Which lines of the entries contain the string "their"? Please find them and copy them.

(Extracted records)
____

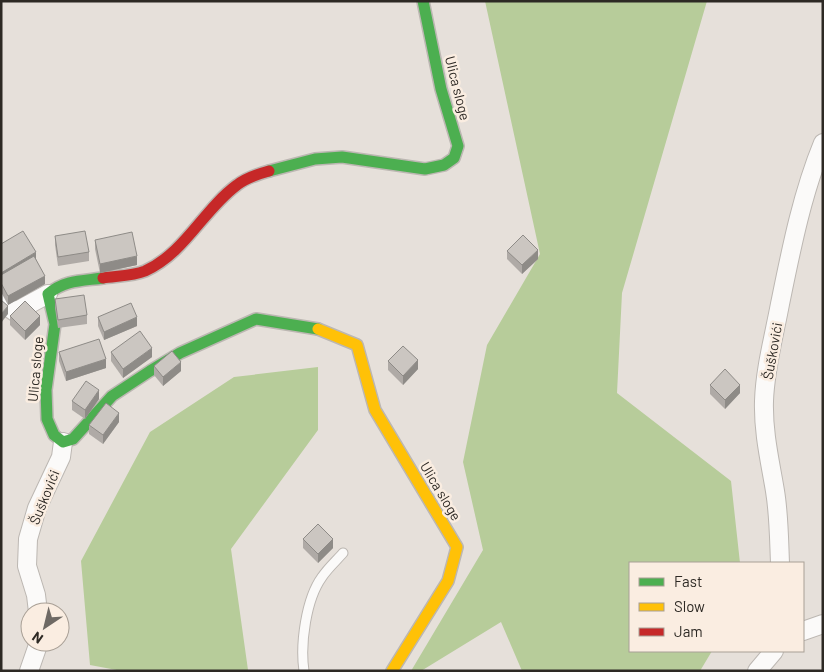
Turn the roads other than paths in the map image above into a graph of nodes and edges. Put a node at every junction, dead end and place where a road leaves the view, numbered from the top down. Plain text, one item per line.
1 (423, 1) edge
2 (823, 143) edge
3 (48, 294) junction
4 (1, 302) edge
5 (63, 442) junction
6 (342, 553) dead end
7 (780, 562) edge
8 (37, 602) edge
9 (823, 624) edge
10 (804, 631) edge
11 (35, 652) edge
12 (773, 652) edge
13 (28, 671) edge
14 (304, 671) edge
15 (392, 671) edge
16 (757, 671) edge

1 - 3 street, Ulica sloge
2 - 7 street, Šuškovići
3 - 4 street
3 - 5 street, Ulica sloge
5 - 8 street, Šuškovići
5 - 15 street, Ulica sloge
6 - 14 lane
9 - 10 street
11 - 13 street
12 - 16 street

____

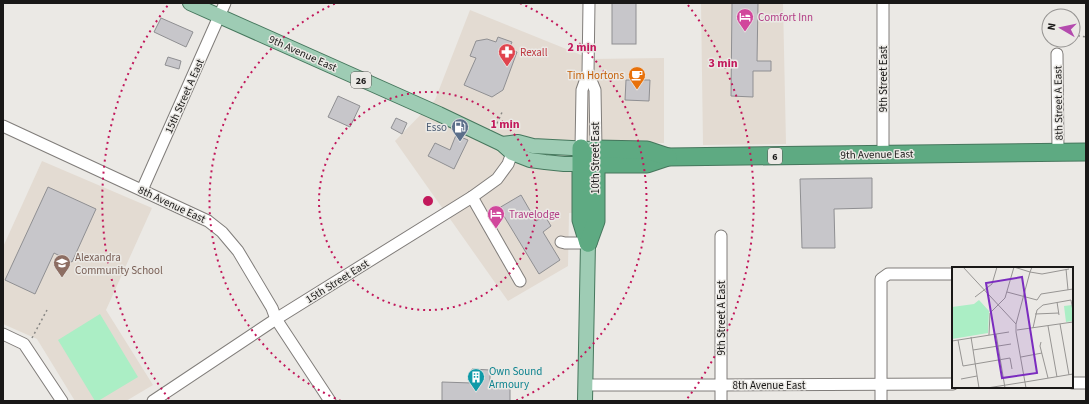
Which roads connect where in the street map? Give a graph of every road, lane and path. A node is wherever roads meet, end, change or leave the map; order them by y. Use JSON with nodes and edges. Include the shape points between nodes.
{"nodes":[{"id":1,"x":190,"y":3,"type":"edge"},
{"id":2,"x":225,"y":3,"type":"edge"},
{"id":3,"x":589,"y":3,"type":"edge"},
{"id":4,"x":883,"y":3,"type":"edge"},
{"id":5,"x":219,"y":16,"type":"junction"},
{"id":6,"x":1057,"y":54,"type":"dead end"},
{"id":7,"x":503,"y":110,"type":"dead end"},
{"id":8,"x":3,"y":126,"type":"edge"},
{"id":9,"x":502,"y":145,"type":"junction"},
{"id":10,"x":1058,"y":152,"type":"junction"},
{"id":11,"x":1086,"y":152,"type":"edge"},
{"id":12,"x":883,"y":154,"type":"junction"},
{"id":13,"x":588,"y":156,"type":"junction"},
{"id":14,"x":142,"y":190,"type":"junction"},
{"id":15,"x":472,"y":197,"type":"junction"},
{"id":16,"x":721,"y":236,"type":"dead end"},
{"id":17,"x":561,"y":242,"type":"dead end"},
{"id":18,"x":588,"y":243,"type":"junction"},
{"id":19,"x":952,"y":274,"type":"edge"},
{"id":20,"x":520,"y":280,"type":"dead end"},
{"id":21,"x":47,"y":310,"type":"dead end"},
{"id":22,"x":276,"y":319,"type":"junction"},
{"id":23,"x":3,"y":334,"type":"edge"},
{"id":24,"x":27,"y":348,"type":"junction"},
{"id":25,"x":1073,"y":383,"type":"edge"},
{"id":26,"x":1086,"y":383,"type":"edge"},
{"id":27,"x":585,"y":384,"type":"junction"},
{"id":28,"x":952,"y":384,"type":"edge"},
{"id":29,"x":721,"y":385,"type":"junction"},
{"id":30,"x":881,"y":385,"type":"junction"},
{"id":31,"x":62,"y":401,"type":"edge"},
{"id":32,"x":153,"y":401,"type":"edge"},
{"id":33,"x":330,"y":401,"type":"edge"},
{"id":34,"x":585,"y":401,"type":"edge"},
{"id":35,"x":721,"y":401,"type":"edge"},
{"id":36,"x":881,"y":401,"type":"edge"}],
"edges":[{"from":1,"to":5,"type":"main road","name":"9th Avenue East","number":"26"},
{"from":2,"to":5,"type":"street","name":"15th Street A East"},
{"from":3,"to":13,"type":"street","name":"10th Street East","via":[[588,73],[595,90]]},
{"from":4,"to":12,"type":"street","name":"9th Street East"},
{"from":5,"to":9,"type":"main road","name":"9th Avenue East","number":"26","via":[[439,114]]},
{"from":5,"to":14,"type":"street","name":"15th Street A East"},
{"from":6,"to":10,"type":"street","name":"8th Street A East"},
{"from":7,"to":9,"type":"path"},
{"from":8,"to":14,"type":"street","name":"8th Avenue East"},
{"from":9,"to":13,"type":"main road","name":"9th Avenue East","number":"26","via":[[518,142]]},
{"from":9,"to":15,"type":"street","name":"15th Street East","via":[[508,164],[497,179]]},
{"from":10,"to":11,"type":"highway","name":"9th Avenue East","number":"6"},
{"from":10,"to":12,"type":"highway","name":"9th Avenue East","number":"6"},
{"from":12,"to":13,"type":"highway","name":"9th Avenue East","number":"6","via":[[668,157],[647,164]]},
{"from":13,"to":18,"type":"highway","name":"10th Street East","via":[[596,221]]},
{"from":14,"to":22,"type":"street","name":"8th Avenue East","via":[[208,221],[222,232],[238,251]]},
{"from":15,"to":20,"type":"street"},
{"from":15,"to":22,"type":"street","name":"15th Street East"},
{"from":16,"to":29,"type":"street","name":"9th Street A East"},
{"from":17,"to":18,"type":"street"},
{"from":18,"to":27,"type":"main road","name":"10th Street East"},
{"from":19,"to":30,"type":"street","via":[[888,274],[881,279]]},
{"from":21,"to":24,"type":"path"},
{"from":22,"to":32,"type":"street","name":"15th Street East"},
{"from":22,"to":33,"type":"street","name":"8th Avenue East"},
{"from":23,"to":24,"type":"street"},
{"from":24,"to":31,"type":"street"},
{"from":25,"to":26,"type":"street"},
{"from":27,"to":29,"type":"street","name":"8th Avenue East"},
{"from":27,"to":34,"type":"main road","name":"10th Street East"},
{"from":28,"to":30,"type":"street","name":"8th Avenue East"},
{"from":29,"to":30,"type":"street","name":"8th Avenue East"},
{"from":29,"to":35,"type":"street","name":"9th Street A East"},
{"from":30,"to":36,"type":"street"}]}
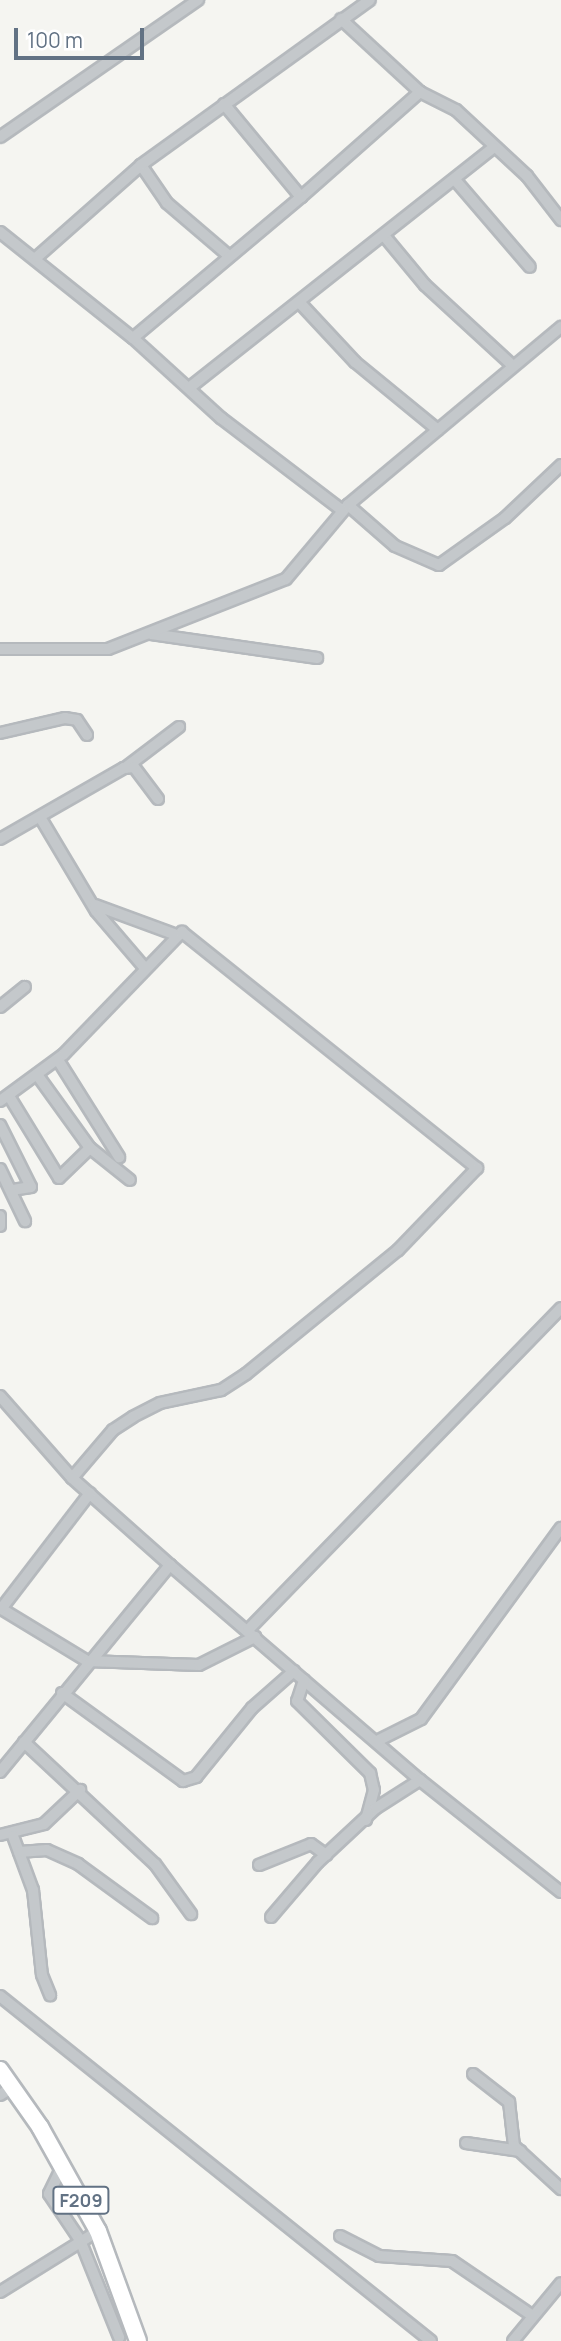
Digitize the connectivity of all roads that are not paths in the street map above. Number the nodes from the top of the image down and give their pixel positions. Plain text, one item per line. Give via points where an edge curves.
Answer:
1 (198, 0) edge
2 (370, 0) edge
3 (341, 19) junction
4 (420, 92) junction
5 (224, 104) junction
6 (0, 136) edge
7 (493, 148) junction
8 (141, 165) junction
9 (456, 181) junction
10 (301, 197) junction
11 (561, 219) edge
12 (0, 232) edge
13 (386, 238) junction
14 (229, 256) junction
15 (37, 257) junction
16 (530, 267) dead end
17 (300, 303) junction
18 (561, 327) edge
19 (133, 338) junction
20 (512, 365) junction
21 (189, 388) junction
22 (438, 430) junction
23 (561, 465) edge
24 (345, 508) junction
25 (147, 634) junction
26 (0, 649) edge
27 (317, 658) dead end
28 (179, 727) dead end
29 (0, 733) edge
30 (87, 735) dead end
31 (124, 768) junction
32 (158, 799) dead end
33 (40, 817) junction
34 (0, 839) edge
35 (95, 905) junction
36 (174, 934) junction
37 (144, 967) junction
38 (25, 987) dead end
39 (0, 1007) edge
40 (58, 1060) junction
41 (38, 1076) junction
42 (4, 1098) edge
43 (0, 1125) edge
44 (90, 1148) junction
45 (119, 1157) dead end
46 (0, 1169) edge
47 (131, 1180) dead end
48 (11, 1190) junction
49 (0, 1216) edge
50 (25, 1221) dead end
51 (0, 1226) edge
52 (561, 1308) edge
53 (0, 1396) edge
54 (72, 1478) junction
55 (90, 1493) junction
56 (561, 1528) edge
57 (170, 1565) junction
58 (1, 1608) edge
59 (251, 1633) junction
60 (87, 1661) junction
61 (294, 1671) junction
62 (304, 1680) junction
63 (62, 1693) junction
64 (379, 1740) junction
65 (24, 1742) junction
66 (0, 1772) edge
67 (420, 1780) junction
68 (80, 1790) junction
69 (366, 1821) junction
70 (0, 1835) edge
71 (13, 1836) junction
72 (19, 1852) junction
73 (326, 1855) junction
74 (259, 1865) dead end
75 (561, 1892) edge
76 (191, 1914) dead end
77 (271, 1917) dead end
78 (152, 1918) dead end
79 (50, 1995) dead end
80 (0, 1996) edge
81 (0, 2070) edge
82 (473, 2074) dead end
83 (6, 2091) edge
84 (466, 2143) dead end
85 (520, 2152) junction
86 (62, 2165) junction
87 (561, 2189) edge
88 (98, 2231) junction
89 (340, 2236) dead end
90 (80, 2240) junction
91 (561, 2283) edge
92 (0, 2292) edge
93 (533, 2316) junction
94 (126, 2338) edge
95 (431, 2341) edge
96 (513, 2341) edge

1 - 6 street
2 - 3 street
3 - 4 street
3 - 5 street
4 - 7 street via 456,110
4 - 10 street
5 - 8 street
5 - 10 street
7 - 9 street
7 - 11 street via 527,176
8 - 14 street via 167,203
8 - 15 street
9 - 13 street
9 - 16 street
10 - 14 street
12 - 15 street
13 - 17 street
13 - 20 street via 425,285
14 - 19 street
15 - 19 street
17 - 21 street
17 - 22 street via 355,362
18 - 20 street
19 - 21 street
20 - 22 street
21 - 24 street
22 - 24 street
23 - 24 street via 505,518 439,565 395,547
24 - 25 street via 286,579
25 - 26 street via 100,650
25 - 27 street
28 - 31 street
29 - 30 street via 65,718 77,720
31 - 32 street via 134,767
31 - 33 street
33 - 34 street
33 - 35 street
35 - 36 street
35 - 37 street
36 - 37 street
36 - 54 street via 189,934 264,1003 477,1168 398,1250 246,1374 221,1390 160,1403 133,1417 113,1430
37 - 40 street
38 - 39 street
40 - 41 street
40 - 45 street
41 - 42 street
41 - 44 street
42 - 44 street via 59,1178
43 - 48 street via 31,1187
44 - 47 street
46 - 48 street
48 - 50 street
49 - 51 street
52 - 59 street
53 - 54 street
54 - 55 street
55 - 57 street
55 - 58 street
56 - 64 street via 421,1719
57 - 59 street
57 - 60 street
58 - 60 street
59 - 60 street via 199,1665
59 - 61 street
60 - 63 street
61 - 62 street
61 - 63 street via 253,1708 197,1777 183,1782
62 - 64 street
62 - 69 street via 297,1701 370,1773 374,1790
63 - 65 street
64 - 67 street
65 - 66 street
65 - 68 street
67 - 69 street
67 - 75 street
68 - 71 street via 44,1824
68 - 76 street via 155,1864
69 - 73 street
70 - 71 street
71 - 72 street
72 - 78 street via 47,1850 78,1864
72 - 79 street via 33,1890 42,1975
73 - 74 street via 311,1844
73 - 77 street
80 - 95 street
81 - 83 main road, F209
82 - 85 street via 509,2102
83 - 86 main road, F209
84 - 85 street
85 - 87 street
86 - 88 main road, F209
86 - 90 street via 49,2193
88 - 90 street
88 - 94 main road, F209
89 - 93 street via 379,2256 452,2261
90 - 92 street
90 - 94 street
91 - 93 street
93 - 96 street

____

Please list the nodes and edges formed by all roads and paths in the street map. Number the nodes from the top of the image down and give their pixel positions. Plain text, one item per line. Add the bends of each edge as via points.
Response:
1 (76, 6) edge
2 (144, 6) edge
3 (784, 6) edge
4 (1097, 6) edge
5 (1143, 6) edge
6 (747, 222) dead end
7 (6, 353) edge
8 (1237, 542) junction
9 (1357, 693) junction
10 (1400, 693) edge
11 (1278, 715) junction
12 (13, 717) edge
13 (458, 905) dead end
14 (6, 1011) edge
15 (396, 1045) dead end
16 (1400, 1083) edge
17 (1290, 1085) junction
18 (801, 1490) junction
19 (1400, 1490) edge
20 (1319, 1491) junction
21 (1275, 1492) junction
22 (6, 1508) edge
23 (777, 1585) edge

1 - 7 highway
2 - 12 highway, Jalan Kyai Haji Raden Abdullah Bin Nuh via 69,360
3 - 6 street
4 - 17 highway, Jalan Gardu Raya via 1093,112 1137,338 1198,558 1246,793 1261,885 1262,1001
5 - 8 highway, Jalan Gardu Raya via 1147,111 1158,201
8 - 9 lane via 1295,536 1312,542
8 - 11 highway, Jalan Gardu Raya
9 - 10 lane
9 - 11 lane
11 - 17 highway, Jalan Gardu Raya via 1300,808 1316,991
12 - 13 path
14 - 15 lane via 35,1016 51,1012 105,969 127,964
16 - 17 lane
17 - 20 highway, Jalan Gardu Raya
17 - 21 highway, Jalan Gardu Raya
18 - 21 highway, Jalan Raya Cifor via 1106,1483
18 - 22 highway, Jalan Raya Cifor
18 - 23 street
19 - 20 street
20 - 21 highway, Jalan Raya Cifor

____

== Output for this exercise ==
Digitize the connectivity of all roads that are not paths in the street map above. Number the nodes from the top of the image down and give their pixel positions. Plain text, one item per line. Give via points where an edge curves.
Please list the nodes and edges formed by all roads and paths in the street map. Number the nodes from the top of the image down and give their pixel positions. Plain text, one item per line. Add the bends of each edge as via points.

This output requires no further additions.